From the first line to the last, restate the material word for word; pictures stay out.

=== Supplied material ===

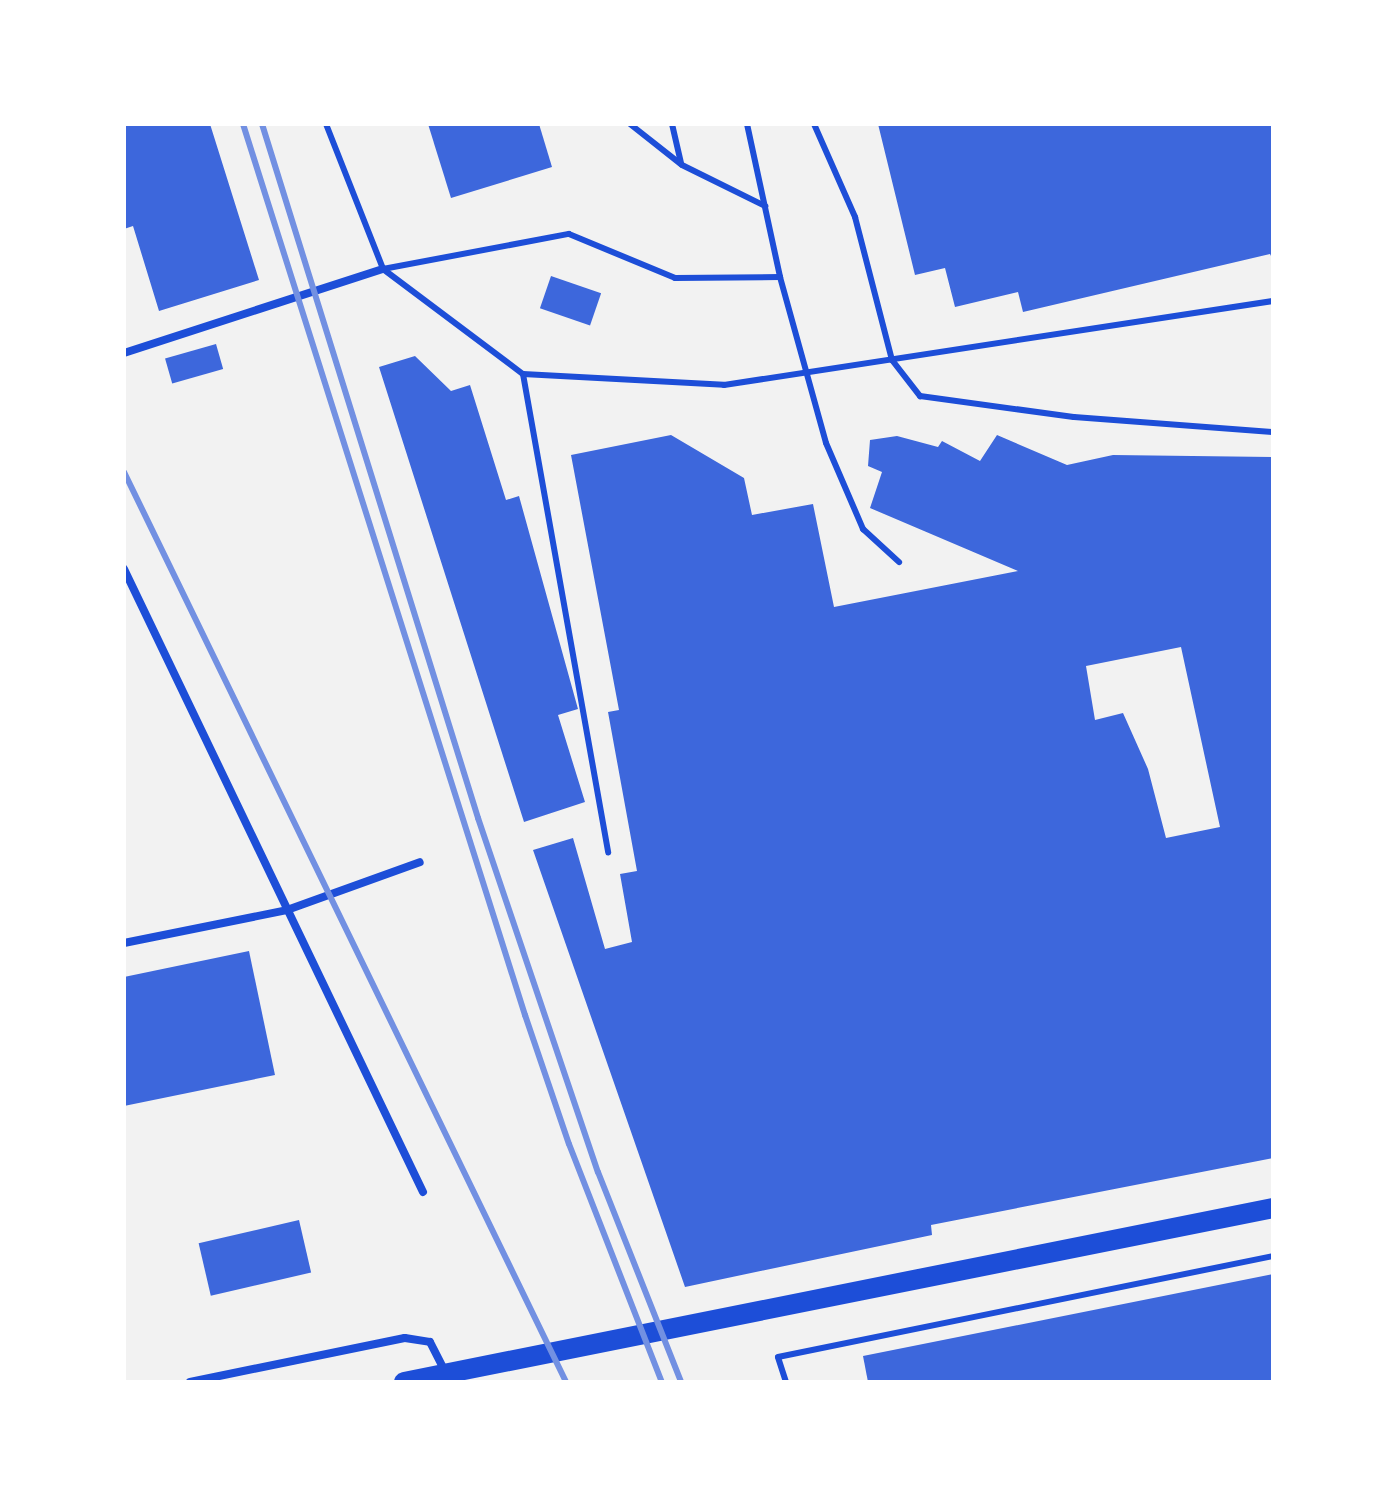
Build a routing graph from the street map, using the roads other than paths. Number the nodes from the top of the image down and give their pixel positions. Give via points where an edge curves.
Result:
1 (326, 124) edge
2 (630, 124) edge
3 (672, 124) edge
4 (747, 124) edge
5 (814, 124) edge
6 (682, 165) junction
7 (765, 206) junction
8 (383, 269) junction
9 (780, 277) junction
10 (1273, 301) edge
11 (124, 353) edge
12 (892, 360) junction
13 (808, 372) junction
14 (523, 374) junction
15 (1273, 432) edge
16 (899, 562) dead end
17 (124, 569) edge
18 (608, 853) dead end
19 (420, 862) dead end
20 (287, 910) junction
21 (124, 943) edge
22 (423, 1192) dead end
23 (1273, 1208) edge
24 (1273, 1256) edge
25 (190, 1382) edge
26 (404, 1382) edge
27 (449, 1382) edge
28 (786, 1382) edge

1 - 8 lane
2 - 6 lane
3 - 6 lane
4 - 7 lane
5 - 12 lane via 855,217
6 - 7 lane
7 - 9 lane
8 - 9 lane via 569,234 675,278
8 - 11 street
8 - 14 lane
9 - 13 lane
10 - 12 lane
12 - 13 lane
12 - 15 lane via 920,396 1074,417
13 - 14 lane via 724,385
13 - 16 lane via 826,443 863,529
14 - 18 lane
17 - 20 street
19 - 20 street
20 - 21 street
20 - 22 street
23 - 26 main road
24 - 28 lane via 778,1357
25 - 27 street via 405,1338 430,1342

===

=== Response for this exercise ===
Build a routing graph from the street map, using the roads other than paths. Number the nodes from the top of the image down and give their pixel positions. Give via points where an edge curves.
Result:
1 (326, 124) edge
2 (630, 124) edge
3 (672, 124) edge
4 (747, 124) edge
5 (814, 124) edge
6 (682, 165) junction
7 (765, 206) junction
8 (383, 269) junction
9 (780, 277) junction
10 (1273, 301) edge
11 (124, 353) edge
12 (892, 360) junction
13 (808, 372) junction
14 (523, 374) junction
15 (1273, 432) edge
16 (899, 562) dead end
17 (124, 569) edge
18 (608, 853) dead end
19 (420, 862) dead end
20 (287, 910) junction
21 (124, 943) edge
22 (423, 1192) dead end
23 (1273, 1208) edge
24 (1273, 1256) edge
25 (190, 1382) edge
26 (404, 1382) edge
27 (449, 1382) edge
28 (786, 1382) edge

1 - 8 lane
2 - 6 lane
3 - 6 lane
4 - 7 lane
5 - 12 lane via 855,217
6 - 7 lane
7 - 9 lane
8 - 9 lane via 569,234 675,278
8 - 11 street
8 - 14 lane
9 - 13 lane
10 - 12 lane
12 - 13 lane
12 - 15 lane via 920,396 1074,417
13 - 14 lane via 724,385
13 - 16 lane via 826,443 863,529
14 - 18 lane
17 - 20 street
19 - 20 street
20 - 21 street
20 - 22 street
23 - 26 main road
24 - 28 lane via 778,1357
25 - 27 street via 405,1338 430,1342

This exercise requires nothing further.